[Entries taken from a collection]
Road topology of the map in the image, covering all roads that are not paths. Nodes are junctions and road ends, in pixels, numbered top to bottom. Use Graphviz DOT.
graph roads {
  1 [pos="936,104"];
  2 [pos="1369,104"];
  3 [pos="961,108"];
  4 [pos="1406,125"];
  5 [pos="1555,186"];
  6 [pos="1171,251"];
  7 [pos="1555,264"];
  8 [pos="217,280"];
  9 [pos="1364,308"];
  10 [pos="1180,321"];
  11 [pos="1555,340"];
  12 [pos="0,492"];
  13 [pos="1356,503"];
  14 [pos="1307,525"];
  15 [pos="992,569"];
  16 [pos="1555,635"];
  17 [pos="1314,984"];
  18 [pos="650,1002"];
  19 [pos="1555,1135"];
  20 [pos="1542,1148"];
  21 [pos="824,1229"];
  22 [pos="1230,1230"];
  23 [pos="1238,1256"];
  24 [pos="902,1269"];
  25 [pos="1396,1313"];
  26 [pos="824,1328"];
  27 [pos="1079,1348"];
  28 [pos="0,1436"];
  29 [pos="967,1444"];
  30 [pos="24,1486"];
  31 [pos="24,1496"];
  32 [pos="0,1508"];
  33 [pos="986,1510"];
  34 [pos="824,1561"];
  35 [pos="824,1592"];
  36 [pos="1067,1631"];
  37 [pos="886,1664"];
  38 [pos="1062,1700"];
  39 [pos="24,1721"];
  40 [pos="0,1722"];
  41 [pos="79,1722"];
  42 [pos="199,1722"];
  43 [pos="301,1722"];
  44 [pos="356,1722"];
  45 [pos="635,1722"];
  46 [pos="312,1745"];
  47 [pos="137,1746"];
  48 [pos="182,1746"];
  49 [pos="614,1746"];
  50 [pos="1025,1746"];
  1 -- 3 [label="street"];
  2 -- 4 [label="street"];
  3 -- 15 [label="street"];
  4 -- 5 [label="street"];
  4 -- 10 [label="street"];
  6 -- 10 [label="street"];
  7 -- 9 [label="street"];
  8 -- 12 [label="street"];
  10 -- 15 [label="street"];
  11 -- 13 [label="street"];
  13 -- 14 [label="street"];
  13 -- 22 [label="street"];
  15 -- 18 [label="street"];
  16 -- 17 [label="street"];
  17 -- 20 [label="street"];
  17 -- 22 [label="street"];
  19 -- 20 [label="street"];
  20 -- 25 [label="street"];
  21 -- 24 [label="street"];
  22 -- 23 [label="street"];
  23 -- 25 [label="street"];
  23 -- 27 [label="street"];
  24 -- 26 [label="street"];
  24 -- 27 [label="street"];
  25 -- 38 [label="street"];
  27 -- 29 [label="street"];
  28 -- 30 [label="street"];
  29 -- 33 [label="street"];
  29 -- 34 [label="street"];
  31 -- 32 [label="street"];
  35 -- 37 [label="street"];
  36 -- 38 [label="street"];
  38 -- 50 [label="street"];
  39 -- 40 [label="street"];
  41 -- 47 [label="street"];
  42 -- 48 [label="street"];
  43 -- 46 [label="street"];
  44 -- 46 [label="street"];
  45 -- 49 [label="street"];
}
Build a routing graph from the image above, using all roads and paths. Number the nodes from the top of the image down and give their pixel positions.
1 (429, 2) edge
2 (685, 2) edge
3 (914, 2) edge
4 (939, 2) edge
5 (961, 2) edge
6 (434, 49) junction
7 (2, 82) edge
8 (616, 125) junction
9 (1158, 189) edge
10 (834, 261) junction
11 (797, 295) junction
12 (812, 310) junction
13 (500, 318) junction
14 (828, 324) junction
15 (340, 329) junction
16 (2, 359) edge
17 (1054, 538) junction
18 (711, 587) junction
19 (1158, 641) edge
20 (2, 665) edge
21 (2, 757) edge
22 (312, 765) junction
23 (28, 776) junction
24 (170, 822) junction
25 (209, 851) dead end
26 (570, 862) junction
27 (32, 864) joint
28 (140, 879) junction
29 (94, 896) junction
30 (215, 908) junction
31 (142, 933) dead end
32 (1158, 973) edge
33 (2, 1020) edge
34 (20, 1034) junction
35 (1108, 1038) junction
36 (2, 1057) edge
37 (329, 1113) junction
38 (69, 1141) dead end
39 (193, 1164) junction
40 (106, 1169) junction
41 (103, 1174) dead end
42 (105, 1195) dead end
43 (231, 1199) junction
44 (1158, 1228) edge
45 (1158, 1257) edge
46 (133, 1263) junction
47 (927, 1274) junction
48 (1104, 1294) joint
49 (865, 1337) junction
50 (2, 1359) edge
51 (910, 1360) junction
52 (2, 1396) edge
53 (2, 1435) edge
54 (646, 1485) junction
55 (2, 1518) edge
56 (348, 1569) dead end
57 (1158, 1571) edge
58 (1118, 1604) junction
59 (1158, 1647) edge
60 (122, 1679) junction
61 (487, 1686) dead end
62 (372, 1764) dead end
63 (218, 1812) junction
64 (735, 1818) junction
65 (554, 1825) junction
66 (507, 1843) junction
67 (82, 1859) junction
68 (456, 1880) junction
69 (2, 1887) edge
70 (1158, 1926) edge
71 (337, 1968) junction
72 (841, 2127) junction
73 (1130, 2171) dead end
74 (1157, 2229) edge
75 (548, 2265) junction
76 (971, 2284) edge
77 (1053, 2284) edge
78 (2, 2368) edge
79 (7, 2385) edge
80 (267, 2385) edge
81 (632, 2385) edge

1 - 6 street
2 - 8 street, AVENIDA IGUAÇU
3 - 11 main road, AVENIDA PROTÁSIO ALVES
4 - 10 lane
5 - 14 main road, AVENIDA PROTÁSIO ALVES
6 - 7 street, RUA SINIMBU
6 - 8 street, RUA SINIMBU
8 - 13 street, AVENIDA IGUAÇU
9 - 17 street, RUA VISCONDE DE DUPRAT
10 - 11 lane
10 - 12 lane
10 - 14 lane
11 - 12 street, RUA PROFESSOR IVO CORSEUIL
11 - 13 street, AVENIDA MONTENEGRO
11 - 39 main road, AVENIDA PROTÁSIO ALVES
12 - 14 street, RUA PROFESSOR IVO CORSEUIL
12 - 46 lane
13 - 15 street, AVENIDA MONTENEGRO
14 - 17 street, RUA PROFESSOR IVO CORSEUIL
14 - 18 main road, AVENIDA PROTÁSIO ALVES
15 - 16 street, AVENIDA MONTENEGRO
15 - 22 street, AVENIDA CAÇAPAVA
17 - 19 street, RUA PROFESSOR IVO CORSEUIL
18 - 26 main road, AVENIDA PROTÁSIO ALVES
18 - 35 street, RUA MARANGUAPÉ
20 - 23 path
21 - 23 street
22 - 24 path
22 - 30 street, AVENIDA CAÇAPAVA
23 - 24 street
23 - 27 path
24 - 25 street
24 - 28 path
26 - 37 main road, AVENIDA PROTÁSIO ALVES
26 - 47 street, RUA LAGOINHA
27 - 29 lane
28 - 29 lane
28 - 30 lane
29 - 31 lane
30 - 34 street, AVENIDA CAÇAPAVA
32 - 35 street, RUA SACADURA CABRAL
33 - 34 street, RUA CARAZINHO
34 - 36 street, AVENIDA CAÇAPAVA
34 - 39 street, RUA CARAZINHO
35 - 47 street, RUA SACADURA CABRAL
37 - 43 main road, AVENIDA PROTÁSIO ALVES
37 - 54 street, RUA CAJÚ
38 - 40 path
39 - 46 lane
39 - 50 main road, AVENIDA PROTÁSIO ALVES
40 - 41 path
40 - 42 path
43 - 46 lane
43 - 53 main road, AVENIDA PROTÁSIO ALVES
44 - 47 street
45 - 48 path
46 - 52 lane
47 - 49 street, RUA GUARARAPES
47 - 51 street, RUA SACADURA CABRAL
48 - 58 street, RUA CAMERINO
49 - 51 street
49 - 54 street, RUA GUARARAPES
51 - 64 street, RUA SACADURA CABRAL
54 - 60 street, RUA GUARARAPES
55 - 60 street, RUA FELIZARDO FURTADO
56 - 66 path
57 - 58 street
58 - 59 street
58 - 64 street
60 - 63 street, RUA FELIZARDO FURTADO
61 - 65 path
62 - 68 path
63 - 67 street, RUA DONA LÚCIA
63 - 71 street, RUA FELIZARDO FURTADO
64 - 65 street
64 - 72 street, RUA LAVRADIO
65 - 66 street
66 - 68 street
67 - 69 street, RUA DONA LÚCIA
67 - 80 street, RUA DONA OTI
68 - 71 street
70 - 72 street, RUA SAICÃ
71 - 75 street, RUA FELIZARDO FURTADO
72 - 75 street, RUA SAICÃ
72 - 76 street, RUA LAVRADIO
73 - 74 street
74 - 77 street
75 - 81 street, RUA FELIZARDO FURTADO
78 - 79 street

* Task brief
Which lines of the data contain the word "CABRAL"? Copy each one.

* Written solution
32 - 35 street, RUA SACADURA CABRAL
35 - 47 street, RUA SACADURA CABRAL
47 - 51 street, RUA SACADURA CABRAL
51 - 64 street, RUA SACADURA CABRAL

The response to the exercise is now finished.